## PROBLEM REQUIREMENTS
Each line of the data below that contains "Math" must be copied.

Stored items

-------------------------

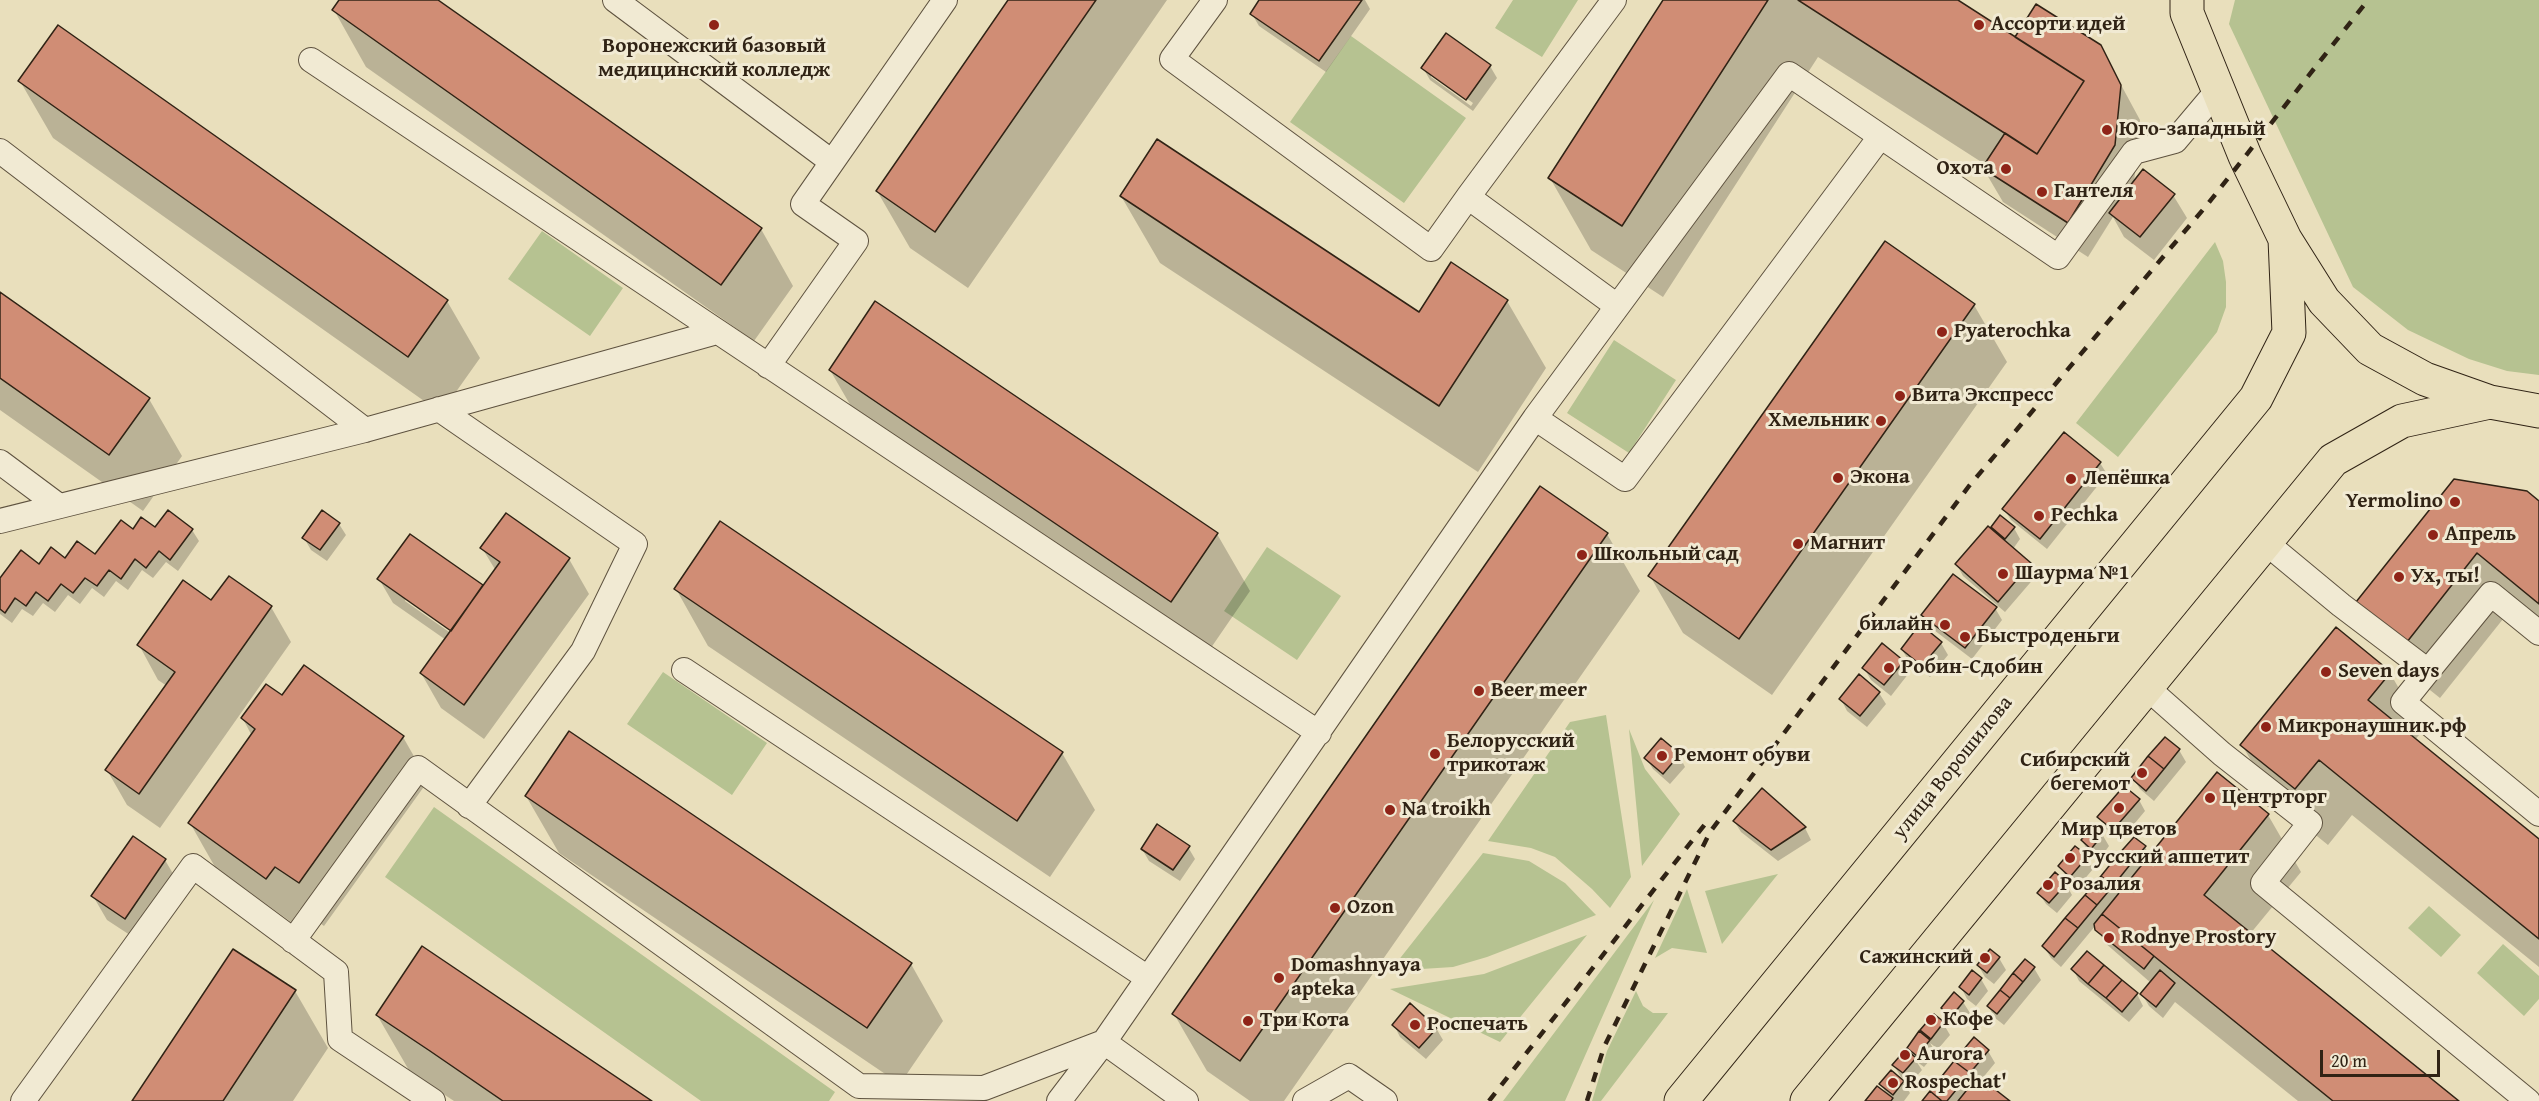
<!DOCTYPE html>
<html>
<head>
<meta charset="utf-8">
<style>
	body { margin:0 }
	#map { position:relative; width:2539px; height:1101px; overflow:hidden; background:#e9dfbc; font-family:"Gentium Book Plus",serif }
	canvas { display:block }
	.scale { position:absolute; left:2320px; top:1050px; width:120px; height:27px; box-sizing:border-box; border:3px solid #302315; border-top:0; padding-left:8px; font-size:18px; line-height:21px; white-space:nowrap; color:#302315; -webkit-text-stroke:4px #f1ead3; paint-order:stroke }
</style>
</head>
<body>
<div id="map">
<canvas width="2539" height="1101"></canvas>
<div class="scale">20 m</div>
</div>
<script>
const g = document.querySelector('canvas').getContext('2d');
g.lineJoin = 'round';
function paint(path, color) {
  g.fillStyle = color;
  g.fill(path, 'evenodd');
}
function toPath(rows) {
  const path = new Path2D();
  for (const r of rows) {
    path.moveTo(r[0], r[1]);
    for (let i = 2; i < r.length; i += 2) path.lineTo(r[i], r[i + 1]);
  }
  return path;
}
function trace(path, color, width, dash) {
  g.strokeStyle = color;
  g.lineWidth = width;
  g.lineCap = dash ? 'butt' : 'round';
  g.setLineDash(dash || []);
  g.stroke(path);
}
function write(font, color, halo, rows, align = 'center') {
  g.font = font + ' "Gentium Book Plus",serif';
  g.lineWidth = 6;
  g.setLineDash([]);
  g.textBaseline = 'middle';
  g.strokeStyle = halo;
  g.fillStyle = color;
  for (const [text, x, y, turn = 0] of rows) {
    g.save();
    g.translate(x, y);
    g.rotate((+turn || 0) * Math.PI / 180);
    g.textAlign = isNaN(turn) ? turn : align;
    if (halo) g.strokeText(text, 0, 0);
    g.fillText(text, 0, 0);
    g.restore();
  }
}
paint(toPath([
	[1513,0,1578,0,1542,57,1495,28],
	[2235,0,2539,0,2539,375,2507,371,2469,359,2408,330,2353,287,2229,24],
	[1351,36,1466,118,1404,203,1290,122],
	[542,231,623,288,590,336,508,279],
	[2215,242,2223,261,2226,282,2226,307,2217,332,2118,457,2076,423],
	[1614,340,1676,380,1629,453,1567,413],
	[1267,547,1341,596,1297,660,1224,611],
	[663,672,767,743,732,795,627,724],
	[1606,715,1631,877,1610,908,1592,889,1555,857,1531,848,1488,841,1570,722],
	[1629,729,1645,769,1680,814,1642,866],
	[434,807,835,1092,829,1101,701,1101,385,877],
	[1483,853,1529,861,1565,883,1596,915,1487,957,1453,967,1390,971],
	[1778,874,1722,944,1705,891],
	[1687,889,1707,953,1672,948,1655,958],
	[1654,900,1565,1101,1503,1101],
	[2429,906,2461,935,2441,957,2408,928],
	[1587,935,1500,1042,1390,989,1484,974],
	[2503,944,2539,976,2539,999,2524,1016,2477,973],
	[1636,991,1643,1006,1653,1013,1668,1013,1601,1101,1592,1101,1607,1051]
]), '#b6c291');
paint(toPath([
	[341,0,436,0,761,229,793,286,754,341,366,67,334,10],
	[1009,0,1167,0,968,288,910,248,877,191],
	[1261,0,1365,0,1370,9,1326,72,1259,26,1252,14],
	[1665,0,1956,0,2016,39,2100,46,2140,120,2134,183,2173,195,2187,218,2154,260,2124,237,2113,217,2088,257,2003,202,1983,168,1986,165,1818,57,1663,297,1591,250,1550,178],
	[1490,66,1497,78,1473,111,1430,80,1423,68],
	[1431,73,1473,103,1471,106,1431,77],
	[20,81,447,301,480,358,441,413,53,138],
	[1121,196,1419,314,1507,301,1546,368,1478,472,1160,263],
	[1885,243,1974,305,2007,362,1772,695,1683,633,1650,576],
	[0,294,149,399,182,456,143,511,0,410],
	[830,370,1217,534,1250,591,1204,658,863,427],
	[2100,463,2107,474,2047,549,2011,520,2004,509],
	[2539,503,2539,632,2511,609,2440,698,2391,659,2358,603],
	[339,524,346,535,327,561,311,550,304,538],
	[1993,527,2014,528,2020,539,2013,549,2030,564,2036,576,2005,612,1963,576,1957,565,1998,536],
	[155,529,192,530,199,541,178,571,166,562,153,578,142,570,128,590,116,581,104,597,92,588,80,604,68,595,55,612,43,603,33,616,22,609,12,623,0,614,0,581,39,566,95,557,133,531],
	[1607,534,1640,591,1284,1101,1250,1101,1207,1071,1174,1014],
	[482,548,569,559,589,594,484,739,441,708,421,673,446,640,393,603,379,579,481,586,483,589,496,571],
	[407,598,452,630,452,634,405,601],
	[676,589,1062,753,1095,810,1050,877,708,646],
	[212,602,271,607,291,642,160,828,127,805,107,770,167,686,158,680,139,645],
	[1995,608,2002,620,1972,659,1930,627,1923,615],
	[1941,643,1948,655,1930,677,1909,661,1902,650],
	[1902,662,1909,673,1891,696,1871,680,1864,668],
	[2390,673,2423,730,2415,740,2539,841,2539,967,2352,815,2328,845,2275,802,2242,745],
	[1879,693,1886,704,1867,727,1847,711,1841,699],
	[282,697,403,737,428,781,324,926,300,909,291,922,215,867,190,823,252,736,243,719],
	[2165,739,2179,750,2186,762,2154,801,2140,789,2133,778],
	[1679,755,1685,767,1670,784,1653,769,1646,758],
	[2217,774,2268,815,2301,872,2250,934,2457,1101,2298,1101,2175,1002,2163,1018,2149,1006,2142,994,2151,983,2104,942,2096,925,2061,967,2051,958,2044,947,2145,847,2150,857],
	[1762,790,1805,828,1811,840,1778,861,1741,832,1734,821],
	[526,796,911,964,943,1021,900,1084,559,853],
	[2139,800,2145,811,2120,841,2106,829,2099,817],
	[2102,834,2109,846,2099,860,2089,852,2082,841],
	[1188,847,1195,859,1180,881,1149,861,1142,849],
	[2087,857,2093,869,2077,888,2067,878,2060,866],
	[165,860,179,884,139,941,107,920,93,896],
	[2066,884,2072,895,2057,913,2046,904,2039,893],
	[1999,958,2006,970,1994,984,1985,977,1978,965],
	[2034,968,2041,980,2004,1025,1995,1018,1988,1006],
	[2073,969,2137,994,2143,1006,2129,1022,2079,981],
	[1972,972,1981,979,1988,991,1976,1006,1967,999,1961,987],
	[295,991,328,1048,293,1101,134,1101],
	[1963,1002,1970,1013,1958,1027,1949,1020,1942,1009],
	[377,1015,649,1101,454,1101,410,1072],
	[1943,1023,1950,1035,1938,1049,1930,1043,1936,1053,1924,1067,1916,1061,1922,1070,1910,1084,1901,1077,1894,1066,1914,1057,1908,1048,1927,1039,1922,1030],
	[1394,1025,1436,1028,1443,1040,1426,1059,1400,1037],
	[1988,1051,1995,1063,1981,1080,2008,1101,1924,1101],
	[1903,1082,1910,1093,1904,1101,1867,1101,1887,1095,1881,1084]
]), '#0003');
const building = toPath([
	[339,0,438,0,762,228,721,285,332,10,339,0],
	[1008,0,1096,0,935,232,876,191,1008,0],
	[1259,0,1362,0,1319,61,1250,14,1259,0],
	[1663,0,1768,0,1622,226,1548,178,1663,0],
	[1798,0,1958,0,2084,81,2037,154,1798,0],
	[2036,4,2101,45,2121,85,2115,145,2068,223,1982,168,2005,133,2037,154,2084,81,2015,37,2036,4],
	[58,25,448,300,408,357,18,81,58,25],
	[1446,33,1491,65,1466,100,1421,68,1446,33],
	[1157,139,1419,312,1451,262,1508,300,1439,406,1120,196,1157,139],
	[2143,169,2175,194,2140,237,2109,213,2143,169],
	[1885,241,1975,304,1739,639,1648,576,1885,241],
	[0,292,150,398,109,455,0,378,0,292],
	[875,301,1218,533,1171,602,829,370,875,301],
	[2064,432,2101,462,2040,539,2002,509,2064,432],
	[2454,479,2527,491,2539,501,2539,604,2477,553,2407,642,2356,602,2454,479],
	[1540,486,1608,533,1240,1061,1172,1014,1540,486],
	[168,510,193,529,170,560,159,551,146,568,135,559,121,579,109,570,97,586,85,578,73,593,61,584,48,601,36,592,26,606,15,598,5,613,0,609,0,578,21,550,39,564,51,547,65,558,77,541,95,554,121,520,133,529,141,517,155,527,168,510],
	[322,510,340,523,320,550,302,538,322,510],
	[506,513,570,558,464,705,420,673,500,562,480,548,506,513],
	[2000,515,2015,527,2005,539,1991,527,2000,515],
	[720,521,1063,752,1017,821,674,589,720,521],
	[1988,526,2031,563,1998,602,1955,564,1988,526],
	[410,534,483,585,451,631,377,579,410,534],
	[1953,574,1997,607,1965,648,1921,615,1953,574],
	[229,576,272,606,139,794,105,770,175,672,137,645,183,580,211,600,229,576],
	[1920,624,1942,642,1922,666,1901,649,1920,624],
	[2336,627,2391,672,2368,700,2539,839,2539,939,2319,760,2295,789,2240,745,2336,627],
	[1882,643,1904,661,1884,685,1862,668,1882,643],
	[304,665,404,736,299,883,275,867,266,879,188,823,255,729,241,718,266,684,282,695,304,665],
	[1859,674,1880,692,1860,716,1839,699,1859,674],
	[569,731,912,963,867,1028,525,796,569,731],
	[2165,737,2180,749,2164,769,2148,756,2165,737],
	[1661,738,1680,754,1663,774,1644,758,1661,738],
	[2148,756,2164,769,2146,791,2131,778,2148,756],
	[2217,772,2269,814,2204,895,2459,1101,2333,1101,2102,914,2217,772],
	[2124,786,2140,799,2113,830,2097,817,2124,786],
	[1762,788,1806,827,1771,850,1733,821,1762,788],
	[1157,824,1190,846,1173,870,1141,849,1157,824],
	[2093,825,2104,833,2091,849,2081,840,2093,825],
	[133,836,166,859,125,919,91,896,133,836],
	[2134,837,2146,846,2129,866,2117,856,2134,837],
	[2075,846,2088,856,2070,877,2058,866,2075,846],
	[2117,856,2129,866,2113,886,2101,876,2117,856],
	[2055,872,2067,883,2049,903,2037,893,2055,872],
	[2101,876,2113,886,2097,905,2085,895,2101,876],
	[2085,895,2097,905,2078,928,2065,918,2085,895],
	[2102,914,2154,956,2144,969,2095,930,2094,924,2102,914],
	[2065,918,2078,928,2054,957,2042,946,2065,918],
	[422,946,652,1101,503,1101,430,1051,376,1015,422,946],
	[233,949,296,990,223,1101,132,1101,233,949],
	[1990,949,2000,957,1987,973,1977,965,1990,949],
	[2087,951,2104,965,2088,984,2071,969,2087,951],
	[2025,959,2035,967,2023,982,2013,973,2025,959],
	[2104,965,2122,980,2106,998,2088,984,2104,965],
	[1972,970,1982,978,1969,995,1959,987,1972,970],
	[2160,970,2175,983,2156,1007,2140,994,2160,970],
	[2013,973,2023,982,2010,998,2000,990,2013,973],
	[2122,980,2138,993,2122,1012,2106,998,2122,980],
	[2000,990,2010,998,1997,1014,1987,1006,2000,990],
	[1954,992,1964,1001,1951,1017,1941,1008,1954,992],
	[1410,1003,1437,1028,1419,1048,1392,1025,1410,1003],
	[1934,1014,1944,1022,1931,1039,1920,1030,1934,1014],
	[1919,1031,1930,1040,1917,1056,1907,1048,1919,1031],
	[1974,1037,1989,1050,1970,1073,1954,1061,1974,1037],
	[1906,1049,1916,1058,1903,1073,1892,1065,1906,1049],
	[1954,1061,1970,1073,1947,1101,1942,1101,1930,1091,1954,1061],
	[1891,1070,1904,1081,1893,1095,1879,1084,1891,1070],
	[1978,1076,2010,1101,1958,1101,1978,1076],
	[1877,1086,1893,1098,1891,1101,1865,1101,1877,1086],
	[1930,1091,1942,1101,1922,1101,1930,1091]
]);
paint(building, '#d08d75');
trace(building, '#302315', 1.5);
const service = toPath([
	[615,0,832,162],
	[1215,0,1172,59,1431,249,1468,197],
	[1614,0,1468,197,1617,306],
	[311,60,1319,733],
	[0,151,365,430],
	[768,366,856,241,803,204,945,0],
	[439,409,635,544,583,651,469,806],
	[1535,418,1789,74,2058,257,2134,152,2175,141,2218,90],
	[0,462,59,506],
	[0,521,365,430,717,332],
	[2265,542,2341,605,2428,671,2403,702,2539,814],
	[684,670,1148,978],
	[2428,671,2491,594,2539,633],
	[2145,686,2222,754,2310,823,2263,883,2528,1101],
	[293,941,418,768,859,1086,984,1088,1104,1042],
	[23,1101,193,866,336,972,340,1039,433,1101],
	[1059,1101,1104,1042],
	[1186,1101,1104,1042,1535,418,1625,479,1880,137],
	[1305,1101,1349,1076,1385,1101]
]);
const primary = toPath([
	[2187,0,2187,13,2245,156,2285,239,2324,301,2370,349,2425,379,2490,402,2539,411],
	[1681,1101,2256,398,2289,333,2285,239],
	[1807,1101,2333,460,2402,421,2490,402]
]);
trace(service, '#5e523f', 26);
trace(primary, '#302315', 35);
trace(service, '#f1ead3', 24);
trace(primary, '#e9dfbc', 33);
trace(toPath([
	[1489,1101,1709,819],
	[1587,1101,1604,1047,1710,832,1969,486,2207,205,2368,0]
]), '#302315', 4.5, [10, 10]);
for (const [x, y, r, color] of [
	[714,25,6,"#8f2418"],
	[1979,25,6,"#8f2418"],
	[2107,130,6,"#8f2418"],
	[2006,169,6,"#8f2418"],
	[2042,192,6,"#8f2418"],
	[1942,332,6,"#8f2418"],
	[1900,396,6,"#8f2418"],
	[1881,421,6,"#8f2418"],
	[1838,478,6,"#8f2418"],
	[2071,479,6,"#8f2418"],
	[2455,502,6,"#8f2418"],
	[2039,516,6,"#8f2418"],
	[2433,535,6,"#8f2418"],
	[1798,544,6,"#8f2418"],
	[1582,555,6,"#8f2418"],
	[2003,574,6,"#8f2418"],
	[2399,577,6,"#8f2418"],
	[1945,625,6,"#8f2418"],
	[1965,637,6,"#8f2418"],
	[1889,668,6,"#8f2418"],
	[2326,672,6,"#8f2418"],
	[1479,691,6,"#8f2418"],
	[2266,727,6,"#8f2418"],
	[1435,754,6,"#8f2418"],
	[1662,756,6,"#8f2418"],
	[2142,773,6,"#8f2418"],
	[2210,798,6,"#8f2418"],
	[2119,808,6,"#8f2418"],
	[1390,810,6,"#8f2418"],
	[2070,858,6,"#8f2418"],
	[2048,885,6,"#8f2418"],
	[1335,908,6,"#8f2418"],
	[2109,938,6,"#8f2418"],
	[1985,958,6,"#8f2418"],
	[1279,978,6,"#8f2418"],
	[1931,1020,6,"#8f2418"],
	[1248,1021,6,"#8f2418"],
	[1415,1025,6,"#8f2418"],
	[1905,1055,6,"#8f2418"],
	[1893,1083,6,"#8f2418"]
]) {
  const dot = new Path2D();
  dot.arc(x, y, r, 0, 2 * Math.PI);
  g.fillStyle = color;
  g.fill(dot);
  trace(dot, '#f1ead3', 2);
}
write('bold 21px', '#302315', '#f1ead3', [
	["Ассорти идей",1991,25],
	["Воронежский базовый",714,47,"center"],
	["медицинский колледж",714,71,"center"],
	["Юго-западный",2119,130],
	["Охота",1994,169,"right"],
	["Гантеля",2054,192],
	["Pyaterochka",1954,332],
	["Вита Экспресс",1912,396],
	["Хмельник",1869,421,"right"],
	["Экона",1850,478],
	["Лепёшка",2083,479],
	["Yermolino",2443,502,"right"],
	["Pechka",2051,516],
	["Апрель",2445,535],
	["Магнит",1810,544],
	["Школьный сад",1594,555],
	["Шаурма №1",2015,574],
	["Ух, ты!",2411,577],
	["билайн",1933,625,"right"],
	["Быстроденьги",1977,637],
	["Робин-Сдобин",1901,668],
	["Seven days",2338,672],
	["Beer meer",1491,691],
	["Микронаушник.рф",2278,727],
	["Белорусский",1447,742],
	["трикотаж",1447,766],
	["Ремонт обуви",1674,756],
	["Сибирский",2130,761,"right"],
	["бегемот",2130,785,"right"],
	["Центрторг",2222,798],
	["Na troikh",1402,810],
	["Мир цветов",2119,830,"center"],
	["Русский аппетит",2082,858],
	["Розалия",2060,885],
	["Ozon",1347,908],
	["Rodnye Prostory",2121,938],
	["Сажинский",1973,958,"right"],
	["Domashnyaya",1291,966],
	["apteka",1291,990],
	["Кофе",1943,1020],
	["Три Кота",1260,1021],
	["Роспечать",1427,1025],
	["Aurora",1917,1055],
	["Rospechat'",1905,1083]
], 'left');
write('21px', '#302315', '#f1ead3', [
	["улица Ворошилова",1953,768,-51]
]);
</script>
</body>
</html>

-------------------------

## REPLY TO THE EXERCISE
    g.rotate((+turn || 0) * Math.PI / 180);
  dot.arc(x, y, r, 0, 2 * Math.PI);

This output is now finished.